Top Ten

February 1, 2008

Police search UBC building for threat

A "threat to public safety" caused the University of British Columbia to lock down its Biological Sciences Building Wednesday afternoon, while police searched room by room.  UBC students and faculty who happened to be in labs or classrooms were told to lock their doors and stay inside.  Students, professors and staff were released gradually as each room was cleared. 

Alberta announces more than $13 million for campus upgrades

Yesterday, Alberta announced $7.6 million in funding to "modernize and expand" power facilities at the Northern Alberta Institute of Technology.  The improvements will save the school up to $120,000 per year, which will go toward increasing student access and updating equipment.  A further $1.8 million will fund roofing upgrades for several campus buildings.  Funding was also announced yesterday for Grant MacEwan College ($1.3 million), NorQuest College ($515,000), Northern Lakes College ($312,000), Portage College ($719,600), and SAIT ($800,000). 

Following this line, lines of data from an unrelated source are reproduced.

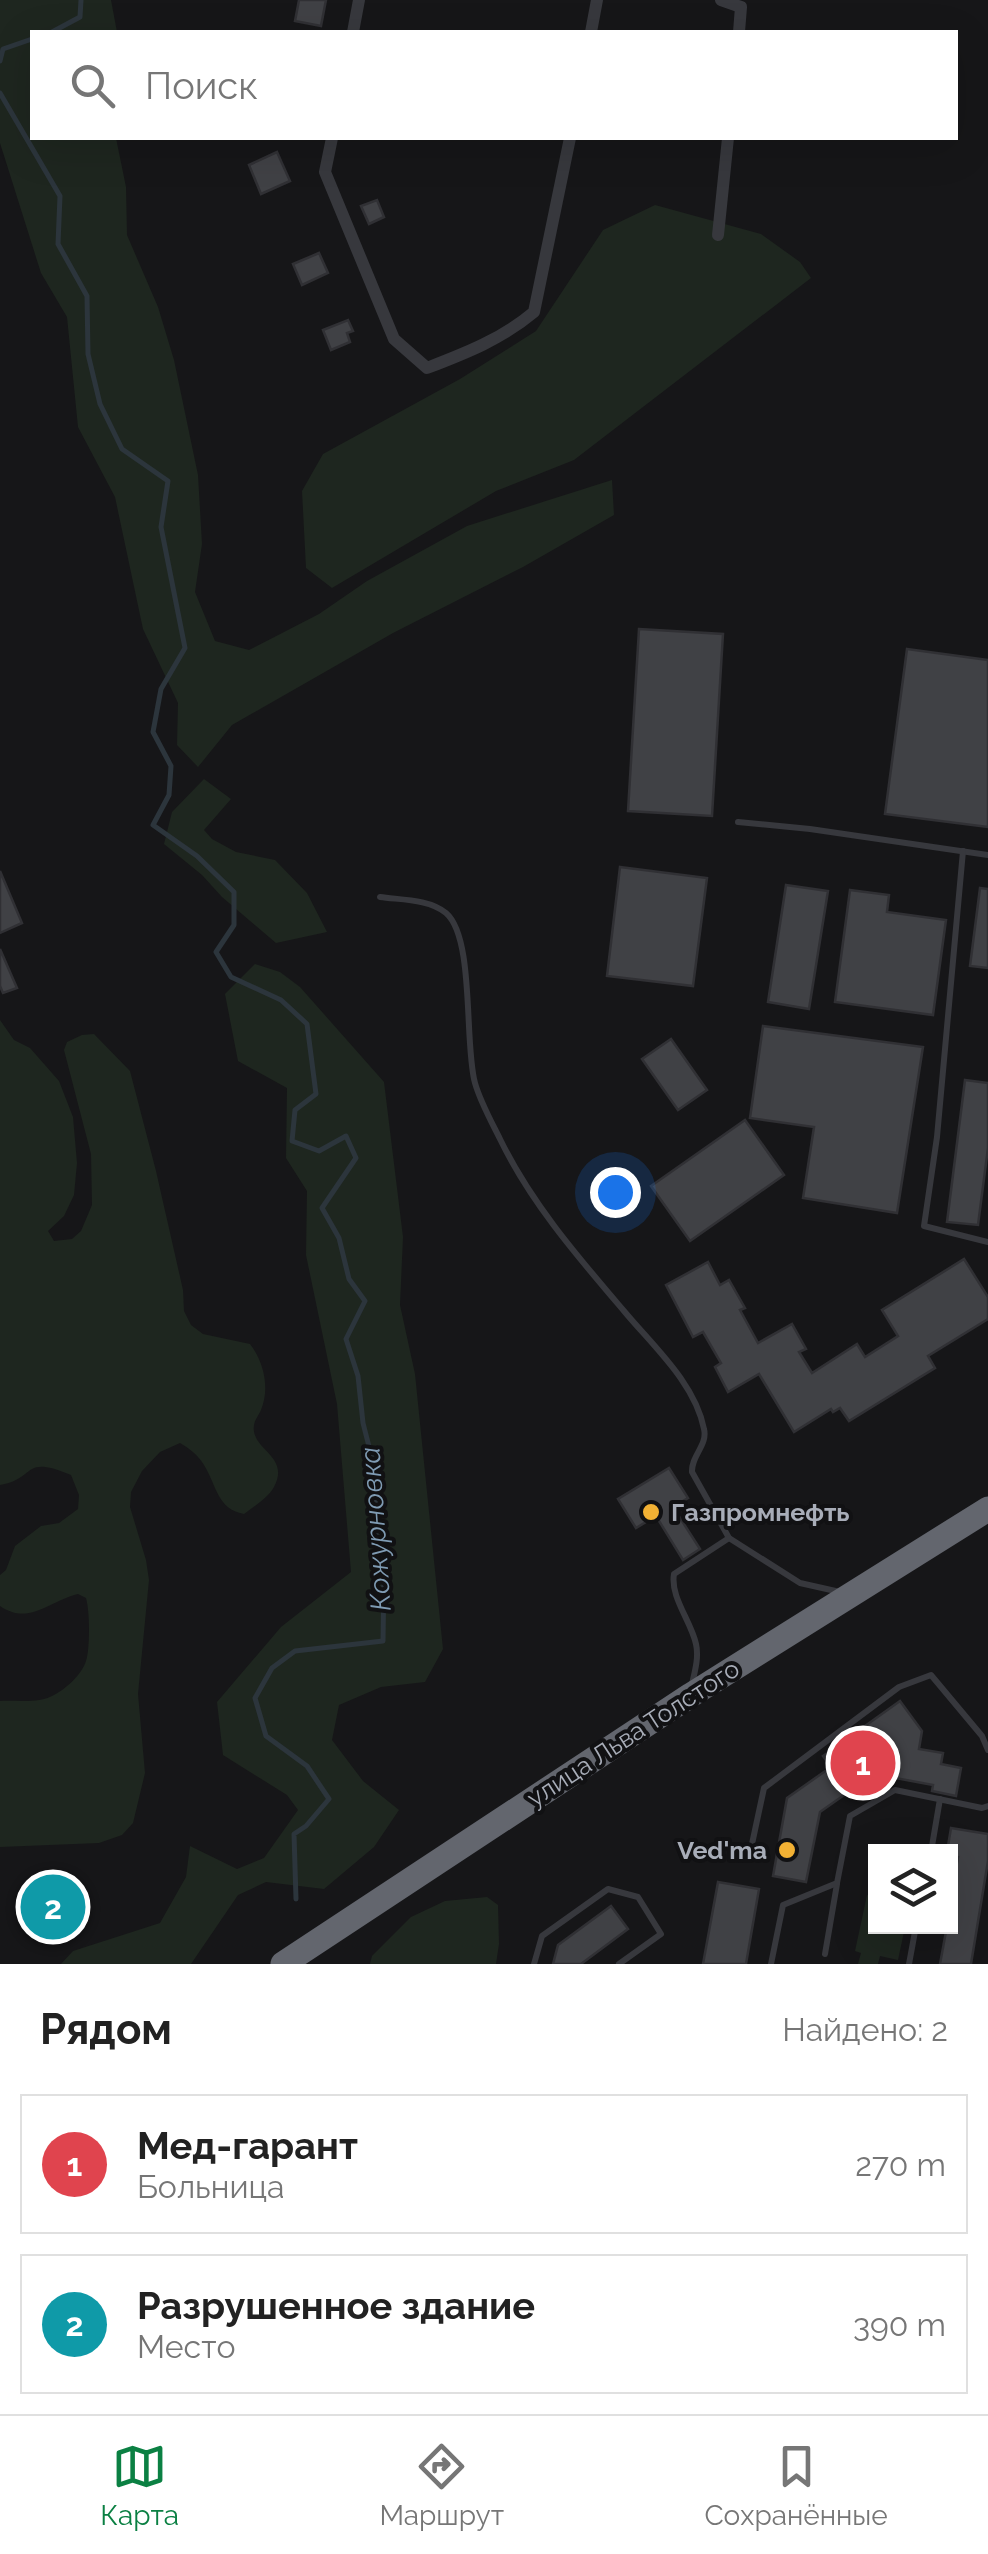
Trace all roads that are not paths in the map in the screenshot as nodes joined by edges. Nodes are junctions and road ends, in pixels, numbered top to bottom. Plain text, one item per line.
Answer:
1 (360, 0) edge
2 (598, 0) edge
3 (721, 0) edge
4 (353, 30) edge
5 (591, 30) edge
6 (739, 30) edge
7 (332, 140) edge
8 (570, 140) edge
9 (728, 140) edge
10 (718, 234) dead end
11 (738, 822) dead end
12 (964, 852) junction
13 (988, 855) edge
14 (380, 897) dead end
15 (988, 1242) edge
16 (988, 1509) edge
17 (729, 1538) junction
18 (851, 1594) junction
19 (690, 1695) junction
20 (988, 1750) edge
21 (940, 1800) junction
22 (988, 1806) edge
23 (932, 1844) edge
24 (749, 1858) dead end
25 (837, 1883) junction
26 (915, 1934) edge
27 (825, 1954) dead end
28 (283, 1964) edge
29 (534, 1964) edge
30 (619, 1964) edge
31 (771, 1964) edge
32 (909, 1964) edge

1 - 4 street
2 - 5 street
3 - 6 street
7 - 8 street
9 - 10 street
11 - 12 lane
12 - 13 lane
12 - 15 lane
14 - 17 lane
16 - 18 highway, улица Льва Толстого
17 - 18 lane
17 - 19 lane
18 - 19 highway, улица Льва Толстого
19 - 28 highway, улица Льва Толстого
20 - 24 lane
21 - 22 lane
21 - 23 lane
21 - 25 lane
25 - 27 lane
25 - 31 lane
26 - 32 lane
29 - 30 lane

GPRC receives $6.5 million for upgrades

Grande Prairie Regional College will receive $6.5 million from the Alberta government for upgrades.  Most of the funding will be used to expand the school's L-Wing building -- the future home of the fine arts department.  Additional first- and second-year apprenticeship students will take over the former arts department facilities.  The school gymnasium will also be upgraded, in preparation for the 2010 Arctic Winter Games.

STU students' union says settle or meet in court

The St. Thomas University Students' Union is threatening to sue both university administration as well as the faculty union if the current faculty strike is not quickly resolved.  Now that its "final offer" has been rejected by the union, STU administration says the semester will have to be extended in order to provide a full term to students.  A term extending into May may cause conflicts for students who have already arranged summer employment.  Talks have resumed with a government-appointed mediator. 

UoGuelph launches $1 million international research network

The University of Guelph and Kinross Gold Corporation have announced a new education and research network between Canada and Brazil, made possible by $1 million in funding and in-kind donation from Kinross.  The project will focus on developing environmental initiatives "focused on the use and remediation of land and water." 

Osgoode Hall invites students to live in the "O.C."

In order to recruit out-of-province students, York University's Osgoode Hall Law School plans to open its very own student residence in September 2008.  Osgoode Chambers, or the "O.C." it is familiarly known, will be across the street from the law school in a "group of dedicated townhouses."  Out-of-province students have indicated that such an exclusive residence would make the school more attractive to them. 

Ryerson, CFS weigh in on pro-life clubs

A campaign to ban pro-life groups from protesting on campus has drawn Ryerson University into the fire.  The Ryerson Students' Union raised concerns that silencing these groups might breach freedom of speech.  The Canadian Federation of Students (Ontario) has passed a motion supporting Lakehead University Students' Union, which has decided to deny club status to a pro-life group, on the grounds that public funding cannot be used to support a group that takes away choice. 

Ryerson nears end of master planning process

Ryerson University continues to involve its community in the university's master planning process.  Approximately 250 meetings have been held with the Ryerson community, alumni, City of Toronto, Downtown Yonge BIA, Yonge-Dundas Square Board and other organizations since late 2006.  With the plan almost ready to be unveiled, its "presentation centre" has been replaced with additional bike parking space.  The plan focuses on building the vertical campus, putting people first, and a commitment to design excellence. 

uManitoba disciplines students for cyberbullying on Facebook

34 University of Manitoba students have been taken to task for "cyberbullying" that took place last year on Facebook.  The students participated in a Facebook group "designed to bully a fellow student."  While the school will not disclose the exact details of the disciplinary decision, it was stated that educational sanctions have been applied according to the university's respectful work and learning environment policy.

Enjoy your day off, Dalhousie!

Due to Munro Day, a unique institutional holiday, Dalhousie University subscribers will not be reading today's issue until Monday.  On February 1st each year, all Dalhousie classes are officially cancelled "in honour of the financial contributions made to the school by George Munro" -- approximately $8 million in modern currency.  Students are known to spend the day toasting to Munro -- according to Wikipedia, drinking is "among the day's most popular activities."